= Bed management in England =

Outline of bed management cycle

Bed management is the allocation and provision of beds, especially in a hospital where beds in specialist wards are a scarce resource. The "bed" in this context represents not simply a place for the patient to sleep, but the services that go with being cared for by the medical facility: admission processing, physician time, nursing care, necessary diagnostic work, appropriate treatment, food, cleaning and so forth.

In the UK, acute hospital bed management is usually performed by a dedicated team and may form part of a larger process of patient flow management; a bed manager may be part of such a team.

==Importance==
Because hospital beds are economically scarce resources, there is naturally pressure to ensure high occupancy rates and therefore a minimal buffer of empty beds. However, because the volume of emergency admissions is unpredictable, hospitals with average occupancy levels above 85 per cent "can expect to have regular bed shortages and periodic bed crises." In the first quarter of 2017 average overnight occupancy in English hospitals was 91.4%.

Shortage of beds can result in cancellations of admissions for planned (elective) surgery, admission to inappropriate wards (medical vs. surgical, male vs. female etc.), delay admitting emergency patients, and transfers of existing inpatients between wards, which "will add a day to a patient's length of stay".

These can be politically sensitive issues in publicly funded healthcare systems. In the UK there has been concern over inaccurate and sometimes fraudulently manipulated waiting list statistics, and claims that "the current A&E target is simply not achievable without the employment of dubious management tactics." In 2013 two Stafford Hospital nurses were struck off the nursing register for falsifying A&E discharge times between 2000 and 2010 to avoid breaches of four-hour waiting targets.

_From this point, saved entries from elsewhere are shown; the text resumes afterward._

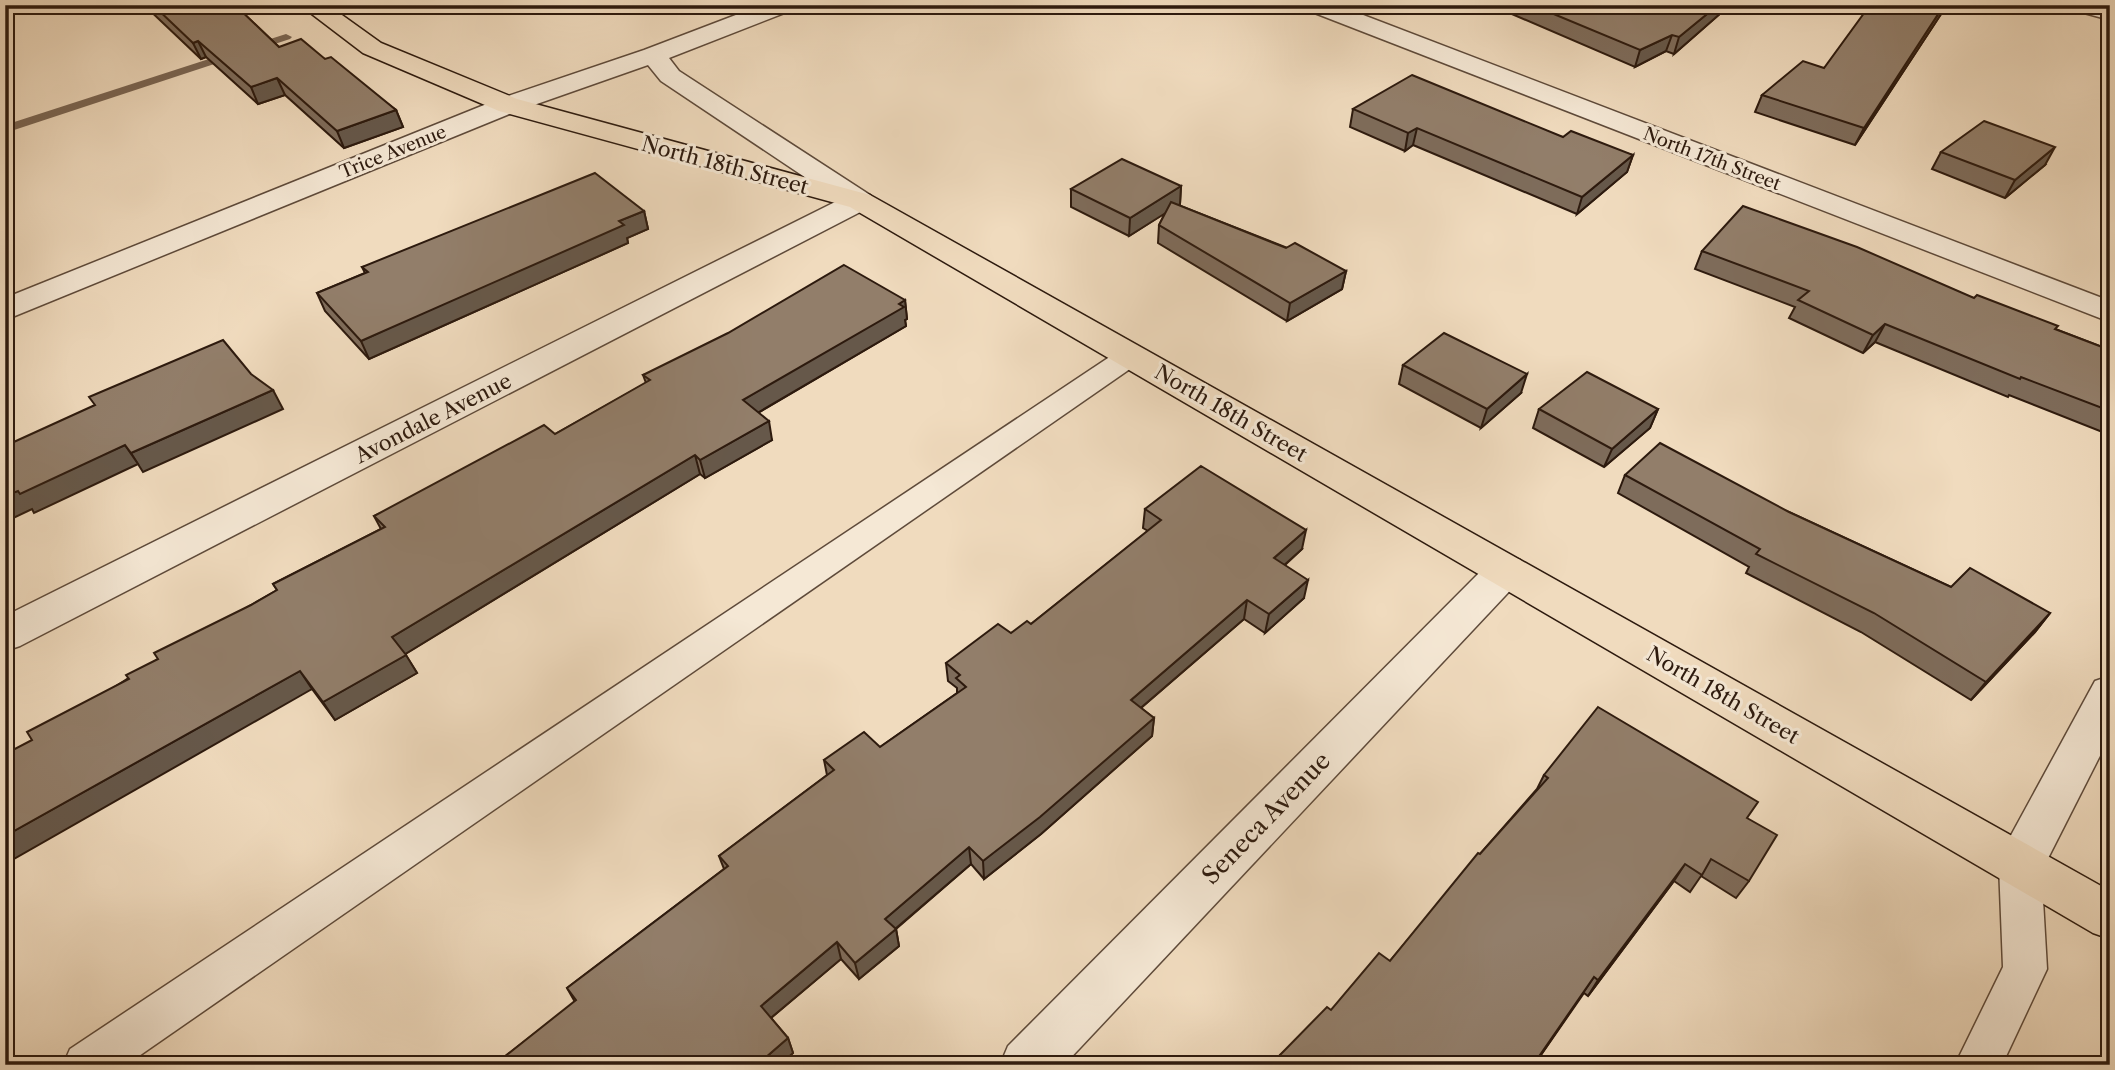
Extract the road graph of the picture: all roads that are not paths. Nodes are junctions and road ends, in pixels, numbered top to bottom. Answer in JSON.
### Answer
{"nodes":[{"id":1,"x":312,"y":5,"type":"edge"},
{"id":2,"x":784,"y":5,"type":"edge"},
{"id":3,"x":1315,"y":5,"type":"edge"},
{"id":4,"x":2081,"y":5,"type":"edge"},
{"id":5,"x":2110,"y":13,"type":"edge"},
{"id":6,"x":653,"y":55,"type":"junction"},
{"id":7,"x":508,"y":105,"type":"junction"},
{"id":8,"x":860,"y":201,"type":"junction"},
{"id":9,"x":5,"y":310,"type":"edge"},
{"id":10,"x":2110,"y":312,"type":"edge"},
{"id":11,"x":1130,"y":356,"type":"junction"},
{"id":12,"x":1506,"y":570,"type":"junction"},
{"id":13,"x":5,"y":635,"type":"edge"},
{"id":14,"x":2110,"y":693,"type":"edge"},
{"id":15,"x":2020,"y":865,"type":"junction"},
{"id":16,"x":2110,"y":917,"type":"edge"},
{"id":17,"x":86,"y":1065,"type":"edge"},
{"id":18,"x":1027,"y":1065,"type":"edge"},
{"id":19,"x":1978,"y":1065,"type":"edge"}],
"edges":[{"from":1,"to":7,"type":"main road","name":"North 18th Street"},
{"from":2,"to":6,"type":"street","name":"Trice Avenue"},
{"from":3,"to":10,"type":"street","name":"North 17th Street"},
{"from":4,"to":5,"type":"street"},
{"from":6,"to":7,"type":"street","name":"Trice Avenue"},
{"from":6,"to":8,"type":"street"},
{"from":7,"to":8,"type":"main road","name":"North 18th Street"},
{"from":7,"to":9,"type":"street","name":"Trice Avenue"},
{"from":8,"to":11,"type":"main road","name":"North 18th Street"},
{"from":8,"to":13,"type":"street","name":"Avondale Avenue"},
{"from":11,"to":12,"type":"main road","name":"North 18th Street"},
{"from":11,"to":17,"type":"lane"},
{"from":12,"to":15,"type":"main road","name":"North 18th Street"},
{"from":12,"to":18,"type":"street","name":"Seneca Avenue"},
{"from":14,"to":15,"type":"street"},
{"from":15,"to":16,"type":"main road","name":"North 18th Street"},
{"from":15,"to":19,"type":"lane"}]}
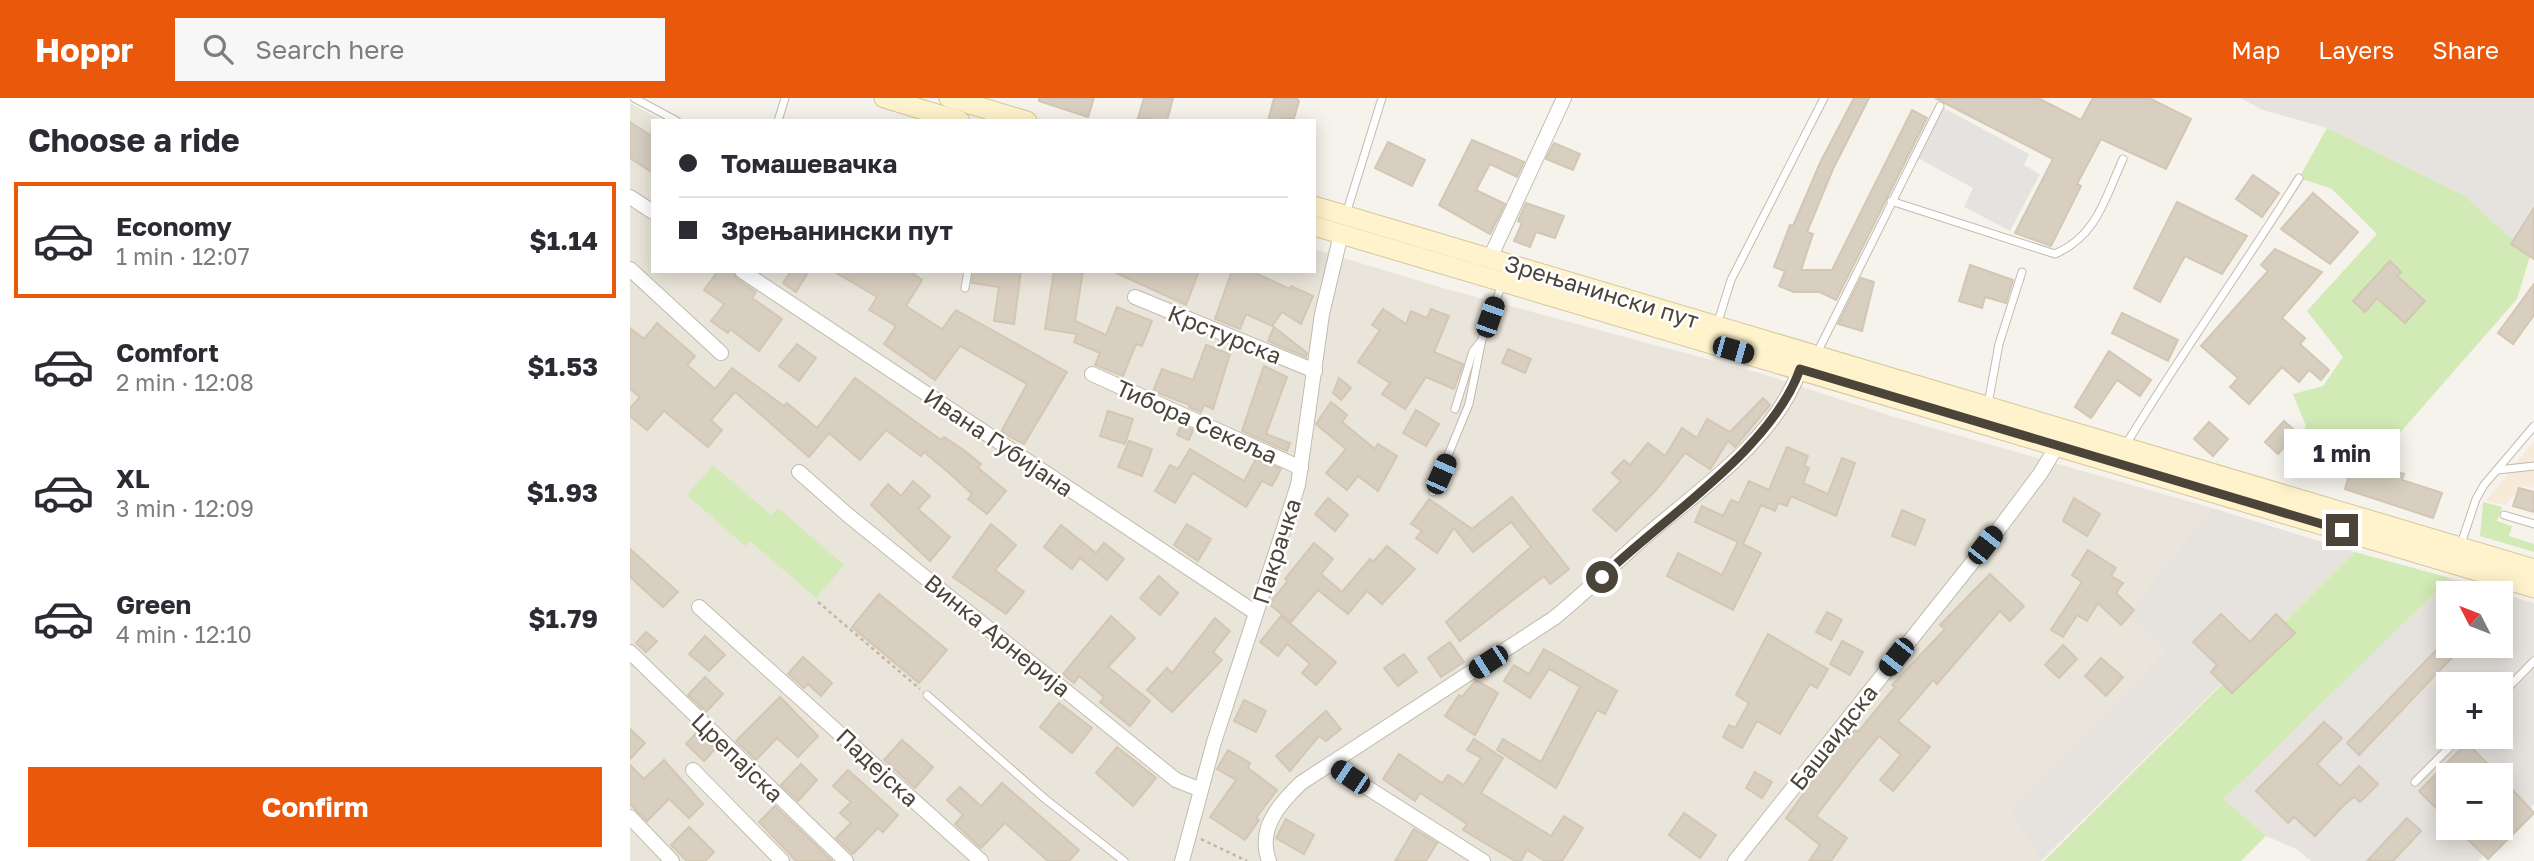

In 2018 NHS England started a new initiative to reduce the number of what it now called "stranded" or "super stranded" patients, super stranded being people in hospital for more 20 days. About 18,000 of the 101,259 acute and general beds in English NHS hospitals were occupied by "super stranded" patients in May 2018. By August 2018 2,338 of these beds had been freed. Some of the delays were related to social care, but more related to the management of inpatient stays.

In February 2019, NHS Scotland calculated that 1,419 people had their discharge from hospital delayed in that month, most commonly for health and social care reasons. 1,122 were delayed more than three days. Between them they had spent 40,813 days in hospital.

==Specific problems==
- Shortage of beds due to lack of other options. Hospitals in developed countries cannot force a patient to leave if the patient's home is reasonably believed to be unsafe. For example, if a frail, elderly patient has recovered from an acute illness, but is unable to dress himself and prepare simple meals on his own, then the hospital must ensure that the patient will have sufficient assistance with these necessary activities of daily living, or the patient must remain in the hospital. In places with a shortage of skilled nursing facilities, home health care workers, and related support organizations, beds may be unavailable for new, acutely sick patients because of the continued presence of the previous patients. This is sometimes known as a "bed blocking".
- False appearance or unnecessary creation of a bed shortage. "Bed hiding", as it is sometimes called, is the practice of delaying admissions due to a falsely claimed lack of beds in the appropriate department. Bed hiding has several causes, including scheduling so many elective procedures that there are inadequate beds left for emergency admissions; frequent changes from ward to ward; inadequate communication, so that cleaning staff don't know when a bed has become available and needs cleaning; misalignment of tasks, so that skilled nurses are expected to take time away from direct patient care to clean beds; too few nurses scheduled for a shift; and overworked staff, who may be inclined to mis-report a bed as full, especially at the end of a shift, in an effort to shift the workload to another person. Bed hiding can be significantly reduced by careful tracking of bed status, making cleaning after discharge the top priority for cleaning staff, and even by physically moving patients to the ward as soon as they are ready for admission rather than boarding them in the emergency department. Reducing bed hiding in regular wards can reduce wait times in the emergency department.

==Causal factors==
Patients who are medically fit to leave may be delayed by many factors. Delays due to the lack of social care provision, care homes and residential care have received considerable publicity.

In the month of April 2019 there were 130,800 total delayed days in English NHS hospitals, a reduction from 145,300 delayed days in April 2018. The proportion attributed to social care decreased to 27.4%, compared to 30.7% in March 2018. 31.7% of the social care delays were patients awaiting a care package in their own home. 6,354 delayed days were patients awaiting the completion of a social care assessment and 9,251 days related to patients awaiting spaces in residential homes. Other delays may be attributable to issues within the hospital, such as delays in arranging medication or completing tests.